Instructions to follow: Find and return every line of the data that contains the word "sans".

Saved data entries:

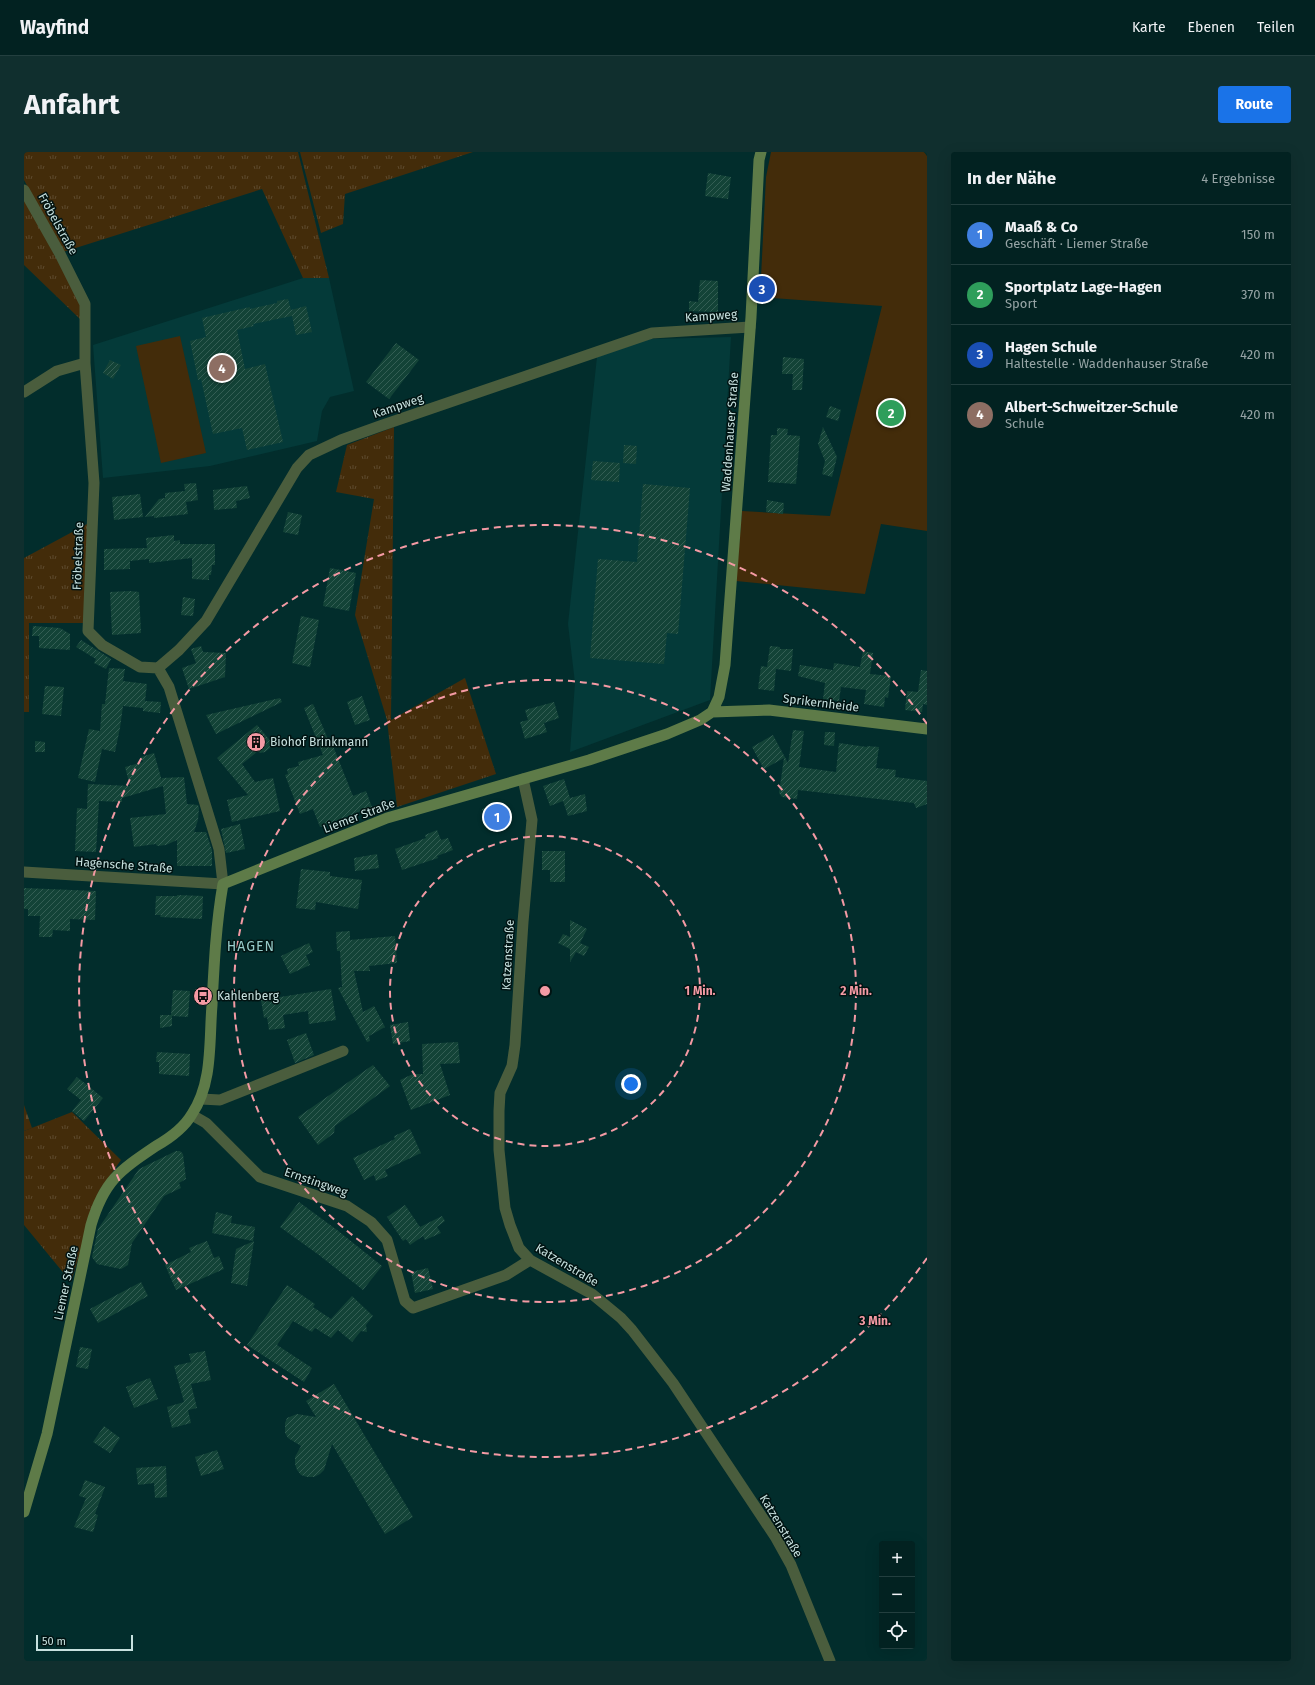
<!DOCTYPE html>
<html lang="de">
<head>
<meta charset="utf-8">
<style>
  :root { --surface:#022221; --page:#102f2e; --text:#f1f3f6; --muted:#96a4a5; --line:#233f3f; --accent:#1a73e8 }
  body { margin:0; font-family:"Fira Sans",sans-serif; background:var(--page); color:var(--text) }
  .controls { position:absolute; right:12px; bottom:12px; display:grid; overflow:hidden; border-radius:4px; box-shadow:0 4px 16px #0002 }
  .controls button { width:36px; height:36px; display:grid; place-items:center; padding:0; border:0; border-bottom:1px solid var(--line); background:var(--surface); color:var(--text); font:20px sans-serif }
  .scale { position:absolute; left:12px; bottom:10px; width:97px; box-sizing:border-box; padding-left:4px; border:2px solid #c7e1df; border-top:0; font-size:11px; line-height:14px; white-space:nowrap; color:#c7e1df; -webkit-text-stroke:3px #011312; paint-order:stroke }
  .you { position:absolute; left:607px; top:932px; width:14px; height:14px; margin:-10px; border:3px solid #fff; border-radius:50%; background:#1a73e8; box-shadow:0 0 0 6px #1a73e833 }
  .badge { display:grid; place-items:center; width:26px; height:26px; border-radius:50%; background:var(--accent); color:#fff; font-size:13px; font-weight:700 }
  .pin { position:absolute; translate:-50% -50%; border:2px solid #fff; box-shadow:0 1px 4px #0006 }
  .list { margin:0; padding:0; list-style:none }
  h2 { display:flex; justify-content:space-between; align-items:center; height:52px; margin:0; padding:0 16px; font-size:17px }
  h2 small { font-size:13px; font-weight:400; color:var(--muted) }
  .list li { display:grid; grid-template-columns:26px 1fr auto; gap:12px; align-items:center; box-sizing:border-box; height:60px; padding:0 16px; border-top:1px solid var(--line) }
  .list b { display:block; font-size:15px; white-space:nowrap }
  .list p { margin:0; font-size:13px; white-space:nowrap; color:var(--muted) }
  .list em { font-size:13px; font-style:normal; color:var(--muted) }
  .icon { flex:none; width:22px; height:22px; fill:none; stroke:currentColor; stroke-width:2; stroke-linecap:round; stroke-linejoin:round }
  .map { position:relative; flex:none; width:903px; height:1509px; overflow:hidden; border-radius:4px }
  header { display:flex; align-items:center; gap:24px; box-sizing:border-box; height:56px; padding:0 20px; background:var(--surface); border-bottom:1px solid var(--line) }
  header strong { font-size:19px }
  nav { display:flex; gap:22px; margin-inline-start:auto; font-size:14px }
  .intro { display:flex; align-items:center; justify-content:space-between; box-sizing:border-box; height:96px; padding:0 24px }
  h1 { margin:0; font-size:28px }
  .button { padding:10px 18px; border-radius:4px; background:var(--accent); color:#fff; font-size:14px; font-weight:700 }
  main { display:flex; gap:24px; padding:0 24px }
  aside { flex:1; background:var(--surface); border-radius:4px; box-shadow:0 4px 16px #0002 }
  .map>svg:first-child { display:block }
  .built { fill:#043a39 }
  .grass { fill:url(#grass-tufts) }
  .cemetery { fill:url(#cemetery-stones) }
  .garden { fill:#432c0a }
  .building { fill:url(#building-hatch) }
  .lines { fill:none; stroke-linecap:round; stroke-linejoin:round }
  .minor { stroke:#4a5d3d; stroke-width:11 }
  .tertiary { stroke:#4a5d3d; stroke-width:11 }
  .secondary { stroke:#5e7b48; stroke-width:11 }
  .ring { fill:none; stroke:#f49aa4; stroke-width:2; stroke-dasharray:7 5 }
  .labels { text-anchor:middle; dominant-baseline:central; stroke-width:3; stroke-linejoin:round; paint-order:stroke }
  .street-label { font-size:12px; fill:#c7e1df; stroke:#011312 }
  .poi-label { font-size:12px; fill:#c7e1df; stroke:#011312; text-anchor:start }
  .quarter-label { font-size:14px; letter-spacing:1px; fill:#96cbc9; stroke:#011312 }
  .centre { fill:#f49aa4; stroke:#011312; stroke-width:2 }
  .ring-label { font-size:12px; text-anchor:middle; font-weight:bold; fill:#f49aa4; stroke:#011312; stroke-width:3; stroke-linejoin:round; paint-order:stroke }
</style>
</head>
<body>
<header>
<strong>Wayfind</strong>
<nav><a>Karte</a><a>Ebenen</a><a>Teilen</a></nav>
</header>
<div class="intro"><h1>Anfahrt</h1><a class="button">Route</a></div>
<main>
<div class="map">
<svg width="903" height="1509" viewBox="0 0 903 1509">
  <defs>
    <pattern id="grass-tufts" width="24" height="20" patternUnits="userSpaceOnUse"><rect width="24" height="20" fill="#432c0a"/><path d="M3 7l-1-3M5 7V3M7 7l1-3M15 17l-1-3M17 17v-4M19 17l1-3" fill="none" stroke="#5d4a2d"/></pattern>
    <pattern id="cemetery-stones" width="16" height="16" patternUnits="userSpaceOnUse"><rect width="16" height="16" fill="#432c0a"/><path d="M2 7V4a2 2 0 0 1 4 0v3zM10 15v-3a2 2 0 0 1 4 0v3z" fill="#5d4a2d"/></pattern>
    <pattern id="building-hatch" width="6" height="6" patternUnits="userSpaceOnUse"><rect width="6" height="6" fill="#134337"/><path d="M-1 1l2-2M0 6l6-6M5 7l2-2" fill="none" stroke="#345e54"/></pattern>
  </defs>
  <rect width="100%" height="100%" fill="#022d2c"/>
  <path class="built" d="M279,126H305L330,239L306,245L298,259L293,289L186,314L79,326L69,193Z
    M707,185L686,548L546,600L551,531L544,472L573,205L626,187Z"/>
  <path class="grass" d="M0,0H274L305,126H279L238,37L39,100L0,28Z
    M276,0H449L321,42L319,72L297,81Z
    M0,45L56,151V167L0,113Z
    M370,275L367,568L441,526L472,622L373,655L363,568L331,463L350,347L312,340L323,293Z
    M63,372L68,471H5V560H0V406Z
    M48,960L97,1008L75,1039L47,1130L0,1073V979Z"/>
  <path class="cemetery" d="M0,953L8,976L0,979Z"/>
  <path class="garden" d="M747,0H900L903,4V379L857,372L841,442L712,429L718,359L806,364L858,154L736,145L742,25Z
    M156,184L182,301L137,311L112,194Z"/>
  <path class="building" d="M684,21L707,25L704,47L681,44Z
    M676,128L694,129V160L665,159V149L674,150Z
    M264,147L267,158L282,154L288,180L272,183L268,164L229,172L230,174L213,178L221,217L241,212L259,290L223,298L218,276L189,282L177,227L174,228L166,189L182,185L178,166L226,155V157L253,151V149Z
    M372,191L395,208L365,247L342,230Z
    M759,205L780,207L778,238H768L769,222H758Z
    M86,208L97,213L89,227L79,221Z
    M806,254L817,258L814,269L802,265Z
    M799,275L813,305L808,325L798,322L801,309L794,292Z
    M753,276L764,277L763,283L776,284L772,332L744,330L747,283H753Z
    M600,293L613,294L612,312L599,311Z
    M569,309L596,311L595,330L567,328Z
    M172,331L174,348L162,350L164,362L130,366V364L121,365L135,347L141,346V341L161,339L160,332Z
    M619,332L666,336L654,482L643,481L640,512L566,506L574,407L613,410Z
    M223,334L226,346L212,349L213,356L190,358L189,338Z
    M116,342L119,365L90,368L88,345Z
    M743,348L760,351L759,362L742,360Z
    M264,360L278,363L274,383L259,380Z
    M150,383V389L156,388V392H191V413H188L187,423H185V428L168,427V406L125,411V407L106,409V417L80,418V397L123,396L122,386Z
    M306,416L332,421L325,459L299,454Z
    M106,439L115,440L117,481L88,483L86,440Z
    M159,445L171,447L169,464L157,463Z
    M277,464L295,468L286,515L268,511Z
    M9,474L36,476L46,482V498L15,496V484H8Z
    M57,488L87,507L82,517L70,511L72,507L52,495Z
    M177,494L179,500L202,501L201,525L165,537L158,516L172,511L167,497Z
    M746,494L756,495V497H769L767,519L752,517L750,539L734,537L737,514L743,515Z
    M839,499L849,501L846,522L867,524L864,546L861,545L860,555L840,552L842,538L817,535L815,549L799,547L801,531L774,524L776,513L809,518L810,511L836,515Z
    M85,516L101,517L99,529L123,532L121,549L137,550L136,561L119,559V556L99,554L96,576L91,600L78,597L71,630L54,626L65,577L76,579L78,552H81Z
    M897,518L903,519V553L899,552L898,560L881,558L883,539L894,540Z
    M21,534L40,535L37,564L18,562Z
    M338,544L346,568L331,573L323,550Z
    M256,546L258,550L192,582L182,563Z
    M530,550L535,566L520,571L523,580L501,587L496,570L504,568L501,558Z
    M289,552L307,594H309L329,644L342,639L348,655L296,675L289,657L276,662L261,623L264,622L263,617L275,614L274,610L299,603L280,556Z
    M233,573L250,593L241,600L236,601L234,599L218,612L231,630L249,626L256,659L208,670L203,648L224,643L193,606Z
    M769,578L780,579L775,615L812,620L815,591L843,595V594L855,595L852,616L872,618L871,625L903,629V652L892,656L890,651L774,638L773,647L758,645L755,641L760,606L740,617L728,595L749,583L764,611Z
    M801,580H811L810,594L800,593Z
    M11,589L21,590V600H11Z
    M130,601L138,629V626L160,625L163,652L174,653L175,656L174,668L170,680H182L188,698V714H153V688L142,693L133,694L132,692L110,695L106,666L142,662L139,634L98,646V650L75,649L72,700L51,699L53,656L63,657L64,632L106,634L101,615L119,610L117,605Z
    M540,627L546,646L561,642L563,659L544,664L539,649L526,654L519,634Z
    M480,651L487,673L465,679L458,657Z
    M216,672L221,697L202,701L197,677Z
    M413,678L417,688L424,686L429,698L413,704L414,706L378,718L371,697L402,686L401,683Z
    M518,699H541V730H526V718H518Z
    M353,702L355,716L331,719L330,706Z
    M277,717L306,720V724L338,728L334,757L292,750L291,758L272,756Z
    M0,736L72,739L71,768L46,767V779L29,778L28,785H15L16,764H4V757H0Z
    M153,743L179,744L178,767L136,765L137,763H131L132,744H153Z
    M546,768L563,777L556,791L565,795L560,804L552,800L546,810V797L534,791L539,782L546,785Z
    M326,779V788L371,784L373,811L345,814L346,819H330L339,860L350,854L361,875L345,884L346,889L343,890L314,836L318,835L316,799H313L312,780Z
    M285,791L289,800L282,803L286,813L266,822L257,804Z
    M307,837L312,868L285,872L284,859L259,863L261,876L245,878L243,865L240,866L237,848Z
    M149,838L166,839L164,865L148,864V874L136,876V863H147Z
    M384,870L386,889L369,892L366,873Z
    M282,881L290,903L271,911L263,888Z
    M434,890L436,911L416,912L426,943L387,958L376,928L389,922H399L398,892Z
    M133,900L166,902L165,924L135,922V910H132Z
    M349,913L366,934L311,974L310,981L294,993L274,965Z
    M53,925L79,946L60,969L48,959L57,948L43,937Z
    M386,977L397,1001L361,1018L364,1024L352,1029L350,1023L340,1028L329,1006L371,987L370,984Z
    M152,999H156L159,1002L162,1027L155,1031L157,1036L140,1044L108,1091L104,1113L97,1117L73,1112L68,1105L74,1077L115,1017Z
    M275,1050L313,1078L358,1114L339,1138L295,1103L256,1075Z
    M381,1053L396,1075L418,1064L421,1069L413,1075L417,1081L401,1088L399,1084L386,1093L382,1087L379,1089L363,1065Z
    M192,1060L208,1064L207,1071L231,1075L229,1089L188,1081Z
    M183,1089L190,1106L195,1104L200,1117L152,1138L141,1113L167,1100L165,1096Z
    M230,1089L223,1134L207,1131L212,1097Z
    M404,1116L409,1137L391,1141L387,1120Z
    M117,1130L124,1144L74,1171L66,1157Z
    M263,1133L291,1152L289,1155L307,1167L328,1144L349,1164L342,1173L343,1180L337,1179L328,1190L314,1178L307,1186L291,1176L288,1180L269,1169L253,1193L288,1216L280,1230L223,1193Z
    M56,1195L68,1197L64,1217L52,1215Z
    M181,1199L187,1228L167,1232L173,1256L164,1258L167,1271L148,1276L143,1255L160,1250L150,1214L167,1210L165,1202Z
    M126,1226L134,1247L110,1256L102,1235Z
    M310,1232L389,1365L361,1382L308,1292L300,1318L296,1322L290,1325H283L277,1323L273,1318L271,1312V1305L277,1294L264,1286L261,1281V1271L263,1266L273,1262L292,1265L282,1249Z
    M80,1274L96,1286L86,1301L69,1290Z
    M193,1298L200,1317L177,1324L171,1305Z
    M142,1314L143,1345L131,1346L130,1331L114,1333L112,1316Z
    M61,1328L81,1335L71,1362L74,1363L69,1380L50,1375L62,1346L55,1344Z"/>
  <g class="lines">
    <path class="minor" d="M0,38L36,102L61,152V211L70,331L64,479L78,493L116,515L134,516L145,535L195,697L199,732
      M0,240L33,219L61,211
      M134,516L155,498L182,469L273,316L285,303L317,288L356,274L628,181L726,175
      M499,627L508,668L499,770L491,893L488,914L476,941L475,959V998L481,1056L486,1073L495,1096L506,1108L568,1142L597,1166L608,1178L649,1231L752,1386L767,1413L806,1509
      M177,947L196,948L319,899
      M168,963L182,971L236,1025L323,1054L347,1070L363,1088L381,1149L389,1156L482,1123L506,1108"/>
    <path class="tertiary" d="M0,720L199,732"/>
    <path class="secondary" d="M688,560L745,558L903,577
      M0,1360L23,1282L67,1073C80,1029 95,1019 132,994C146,986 160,976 168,962C189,931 185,889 188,853C190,813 192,772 199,732L363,666L565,608L643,582L676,568L688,560L695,545L701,513L727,165L735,8L737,0"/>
  </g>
  <g class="ring">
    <circle cx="521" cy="839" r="155"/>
    <circle cx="521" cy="839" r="311"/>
    <path d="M903 1106A466 466 0 1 1 903 572"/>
  </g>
  <defs>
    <symbol id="building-disc" viewBox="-11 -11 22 22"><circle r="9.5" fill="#f49aa4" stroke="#011312"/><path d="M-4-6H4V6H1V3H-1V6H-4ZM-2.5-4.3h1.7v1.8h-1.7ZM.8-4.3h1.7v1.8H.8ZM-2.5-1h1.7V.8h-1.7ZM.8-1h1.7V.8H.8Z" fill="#111"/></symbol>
    <symbol id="bus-disc" viewBox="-11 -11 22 22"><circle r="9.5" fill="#f49aa4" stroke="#011312"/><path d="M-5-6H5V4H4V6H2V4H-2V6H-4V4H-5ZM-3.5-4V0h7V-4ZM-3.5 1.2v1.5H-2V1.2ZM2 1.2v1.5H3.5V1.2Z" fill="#111"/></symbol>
  </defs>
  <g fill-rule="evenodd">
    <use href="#building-disc" x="221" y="579" width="22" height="22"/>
    <use href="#bus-disc" x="168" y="833" width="22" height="22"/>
  </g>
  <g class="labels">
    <g class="street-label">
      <text transform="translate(34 72) rotate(61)">Fröbelstraße</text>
      <text transform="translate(687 164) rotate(-4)">Kampweg</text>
      <text transform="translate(374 254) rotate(-19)">Kampweg</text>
      <text transform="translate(706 280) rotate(-86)">Waddenhauser Straße</text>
      <text transform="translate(54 404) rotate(-88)">Fröbelstraße</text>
      <text transform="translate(797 551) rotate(7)">Sprikernheide</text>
      <text transform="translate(335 664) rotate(-21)">Liemer Straße</text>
      <text transform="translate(100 713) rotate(4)">Hagensche Straße</text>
      <text transform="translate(484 803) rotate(-87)">Katzenstraße</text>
      <text transform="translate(292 1030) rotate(19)">Ernstingweg</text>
      <text transform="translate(543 1113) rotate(31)">Katzenstraße</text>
      <text transform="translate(42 1131) rotate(-78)">Liemer Straße</text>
      <text transform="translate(757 1374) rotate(59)">Katzenstraße</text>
    </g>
    <g class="poi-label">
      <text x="246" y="590">Biohof Brinkmann</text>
      <text x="193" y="844">Kahlenberg</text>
    </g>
    <g class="quarter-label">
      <text x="227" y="794">HAGEN</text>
    </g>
  </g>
  <circle cx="521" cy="839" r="6" class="centre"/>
  <g class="ring-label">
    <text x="676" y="843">1 Min.</text>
    <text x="832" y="843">2 Min.</text>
    <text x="851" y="1173">3 Min.</text>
  </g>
</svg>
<div class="controls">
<button>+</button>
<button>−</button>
<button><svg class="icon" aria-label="locate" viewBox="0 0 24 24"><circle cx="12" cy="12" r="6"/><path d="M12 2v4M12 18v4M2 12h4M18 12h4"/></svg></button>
</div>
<div class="scale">50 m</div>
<div class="you"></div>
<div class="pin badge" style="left:473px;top:665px;background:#3f7fe0">1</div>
<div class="pin badge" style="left:867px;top:261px;background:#2e9e5b">2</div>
<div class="pin badge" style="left:738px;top:137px;background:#1a4fb4">3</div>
<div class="pin badge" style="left:198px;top:216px;background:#8d6e63">4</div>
</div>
<aside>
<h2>In der Nähe<small>4 Ergebnisse</small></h2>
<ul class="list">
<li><span class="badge" style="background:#3f7fe0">1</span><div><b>Maaß &amp; Co</b><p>Geschäft · Liemer Straße</p></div><em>150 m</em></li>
<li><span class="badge" style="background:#2e9e5b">2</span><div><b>Sportplatz Lage-Hagen</b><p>Sport</p></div><em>370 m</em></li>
<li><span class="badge" style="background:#1a4fb4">3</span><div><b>Hagen Schule</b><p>Haltestelle · Waddenhauser Straße</p></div><em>420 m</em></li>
<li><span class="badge" style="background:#8d6e63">4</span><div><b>Albert-Schweitzer-Schule</b><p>Schule</p></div><em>420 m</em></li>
</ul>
</aside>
</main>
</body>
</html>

Written answer:
  body { margin:0; font-family:"Fira Sans",sans-serif; background:var(--page); color:var(--text) }
  .controls button { width:36px; height:36px; display:grid; place-items:center; padding:0; border:0; border-bottom:1px solid var(--line); background:var(--surface); color:var(--text); font:20px sans-serif }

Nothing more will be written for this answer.